Instructions for the task - From the first line to the last, set down the material exactly and drop every picture.
━━━━━ Given records
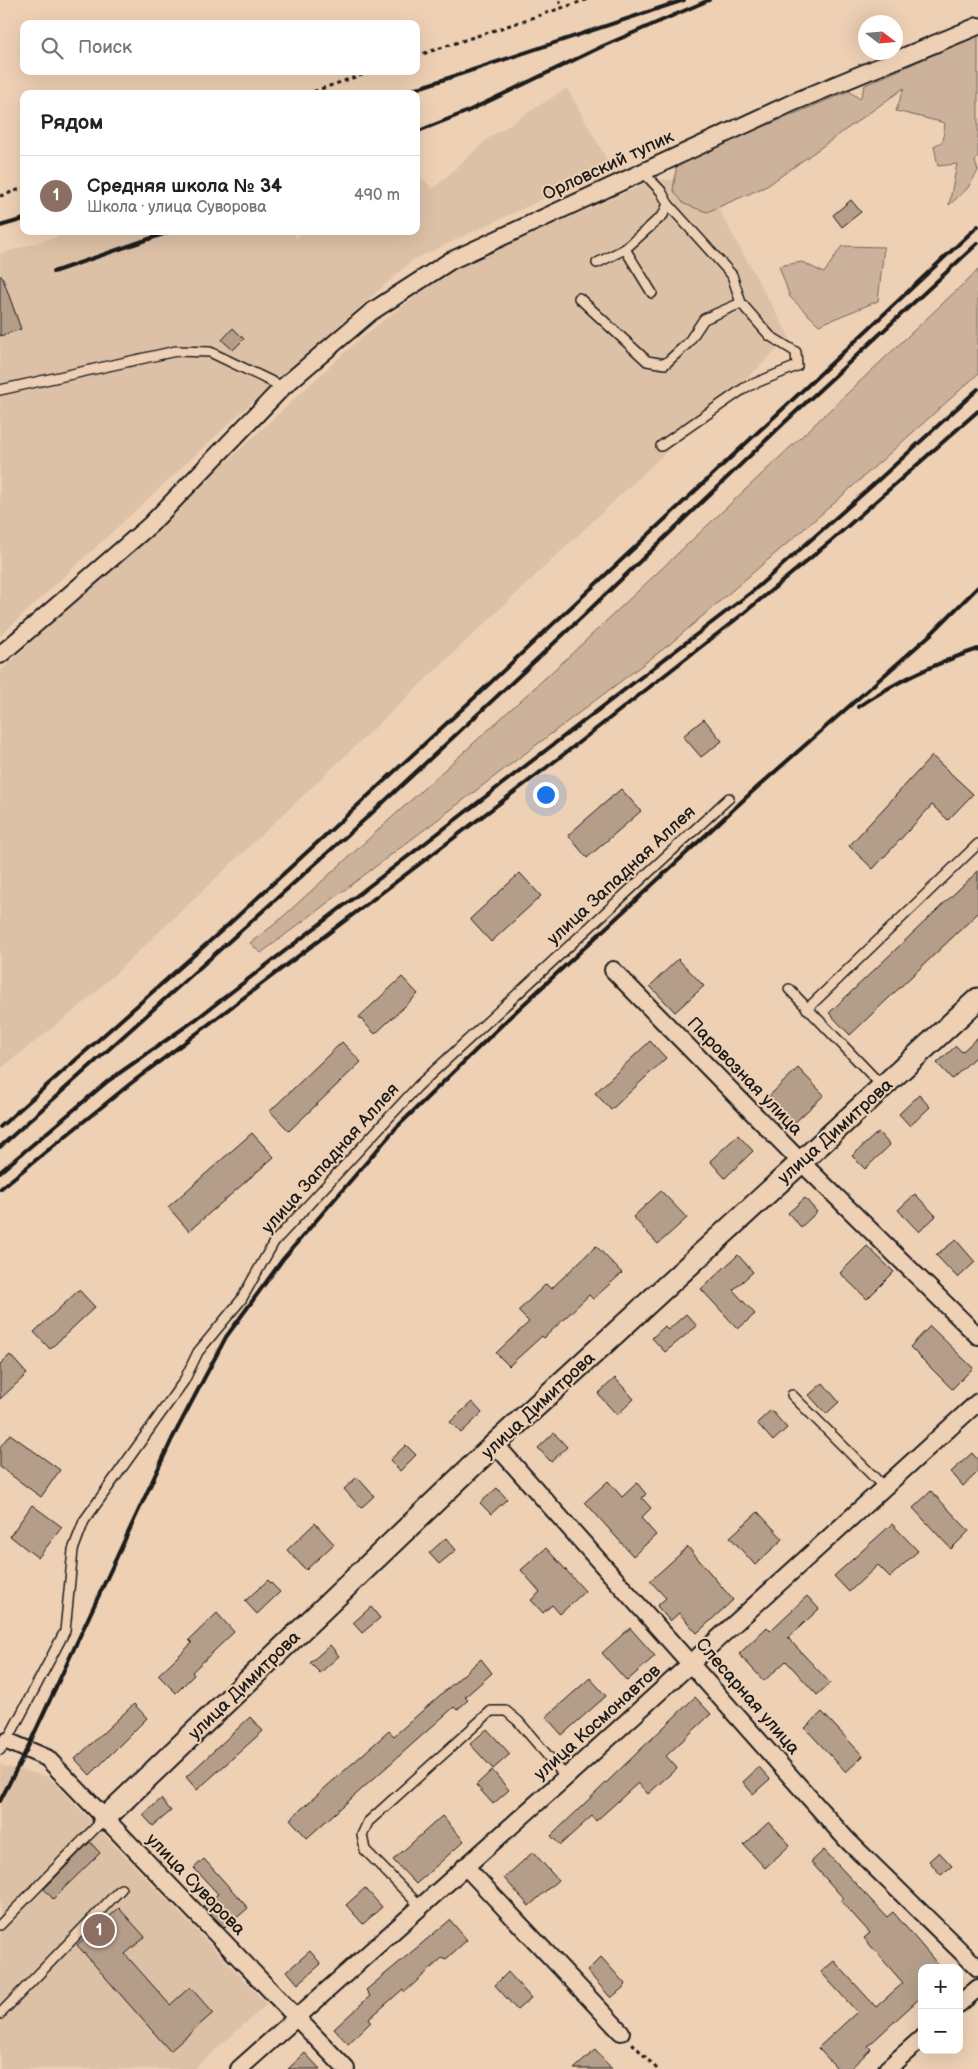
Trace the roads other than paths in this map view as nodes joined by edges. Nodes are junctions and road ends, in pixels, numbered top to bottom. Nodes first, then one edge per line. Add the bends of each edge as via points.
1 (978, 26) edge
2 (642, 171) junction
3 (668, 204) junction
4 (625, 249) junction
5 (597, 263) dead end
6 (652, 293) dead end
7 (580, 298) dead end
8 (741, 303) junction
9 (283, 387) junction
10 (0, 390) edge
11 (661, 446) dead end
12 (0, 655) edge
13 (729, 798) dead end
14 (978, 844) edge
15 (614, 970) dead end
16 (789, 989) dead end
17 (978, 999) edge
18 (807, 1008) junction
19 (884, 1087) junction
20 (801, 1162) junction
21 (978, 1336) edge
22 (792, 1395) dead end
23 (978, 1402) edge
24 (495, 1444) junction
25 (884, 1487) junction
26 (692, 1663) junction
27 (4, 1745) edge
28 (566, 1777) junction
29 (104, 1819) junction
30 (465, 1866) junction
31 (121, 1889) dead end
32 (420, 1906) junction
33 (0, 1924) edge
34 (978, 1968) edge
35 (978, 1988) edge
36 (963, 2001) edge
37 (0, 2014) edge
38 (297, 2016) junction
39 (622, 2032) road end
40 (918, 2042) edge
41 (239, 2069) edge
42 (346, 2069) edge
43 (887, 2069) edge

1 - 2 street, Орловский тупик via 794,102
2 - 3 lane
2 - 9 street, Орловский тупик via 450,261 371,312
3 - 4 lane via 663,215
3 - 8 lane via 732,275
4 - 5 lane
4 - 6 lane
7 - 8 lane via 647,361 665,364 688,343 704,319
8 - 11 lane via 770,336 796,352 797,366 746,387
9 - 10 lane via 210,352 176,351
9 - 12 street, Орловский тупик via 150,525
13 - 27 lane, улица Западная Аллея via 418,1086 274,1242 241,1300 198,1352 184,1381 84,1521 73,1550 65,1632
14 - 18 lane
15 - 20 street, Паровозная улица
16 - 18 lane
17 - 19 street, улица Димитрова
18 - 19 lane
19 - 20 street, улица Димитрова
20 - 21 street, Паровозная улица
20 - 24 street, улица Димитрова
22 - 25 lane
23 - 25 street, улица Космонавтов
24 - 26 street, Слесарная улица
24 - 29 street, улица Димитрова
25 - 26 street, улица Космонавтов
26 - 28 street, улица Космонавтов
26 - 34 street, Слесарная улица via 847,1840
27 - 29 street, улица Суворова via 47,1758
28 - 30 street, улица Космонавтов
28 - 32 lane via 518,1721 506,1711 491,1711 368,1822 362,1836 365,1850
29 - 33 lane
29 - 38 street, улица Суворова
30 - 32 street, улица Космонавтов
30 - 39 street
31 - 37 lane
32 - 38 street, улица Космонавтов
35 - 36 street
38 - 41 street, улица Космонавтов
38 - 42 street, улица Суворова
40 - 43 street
━━━━━━━━━━
Written response -
Trace the roads other than paths in this map view as nodes joined by edges. Nodes are junctions and road ends, in pixels, numbered top to bottom. Nodes first, then one edge per line. Add the bends of each edge as via points.
1 (978, 26) edge
2 (642, 171) junction
3 (668, 204) junction
4 (625, 249) junction
5 (597, 263) dead end
6 (652, 293) dead end
7 (580, 298) dead end
8 (741, 303) junction
9 (283, 387) junction
10 (0, 390) edge
11 (661, 446) dead end
12 (0, 655) edge
13 (729, 798) dead end
14 (978, 844) edge
15 (614, 970) dead end
16 (789, 989) dead end
17 (978, 999) edge
18 (807, 1008) junction
19 (884, 1087) junction
20 (801, 1162) junction
21 (978, 1336) edge
22 (792, 1395) dead end
23 (978, 1402) edge
24 (495, 1444) junction
25 (884, 1487) junction
26 (692, 1663) junction
27 (4, 1745) edge
28 (566, 1777) junction
29 (104, 1819) junction
30 (465, 1866) junction
31 (121, 1889) dead end
32 (420, 1906) junction
33 (0, 1924) edge
34 (978, 1968) edge
35 (978, 1988) edge
36 (963, 2001) edge
37 (0, 2014) edge
38 (297, 2016) junction
39 (622, 2032) road end
40 (918, 2042) edge
41 (239, 2069) edge
42 (346, 2069) edge
43 (887, 2069) edge

1 - 2 street, Орловский тупик via 794,102
2 - 3 lane
2 - 9 street, Орловский тупик via 450,261 371,312
3 - 4 lane via 663,215
3 - 8 lane via 732,275
4 - 5 lane
4 - 6 lane
7 - 8 lane via 647,361 665,364 688,343 704,319
8 - 11 lane via 770,336 796,352 797,366 746,387
9 - 10 lane via 210,352 176,351
9 - 12 street, Орловский тупик via 150,525
13 - 27 lane, улица Западная Аллея via 418,1086 274,1242 241,1300 198,1352 184,1381 84,1521 73,1550 65,1632
14 - 18 lane
15 - 20 street, Паровозная улица
16 - 18 lane
17 - 19 street, улица Димитрова
18 - 19 lane
19 - 20 street, улица Димитрова
20 - 21 street, Паровозная улица
20 - 24 street, улица Димитрова
22 - 25 lane
23 - 25 street, улица Космонавтов
24 - 26 street, Слесарная улица
24 - 29 street, улица Димитрова
25 - 26 street, улица Космонавтов
26 - 28 street, улица Космонавтов
26 - 34 street, Слесарная улица via 847,1840
27 - 29 street, улица Суворова via 47,1758
28 - 30 street, улица Космонавтов
28 - 32 lane via 518,1721 506,1711 491,1711 368,1822 362,1836 365,1850
29 - 33 lane
29 - 38 street, улица Суворова
30 - 32 street, улица Космонавтов
30 - 39 street
31 - 37 lane
32 - 38 street, улица Космонавтов
35 - 36 street
38 - 41 street, улица Космонавтов
38 - 42 street, улица Суворова
40 - 43 street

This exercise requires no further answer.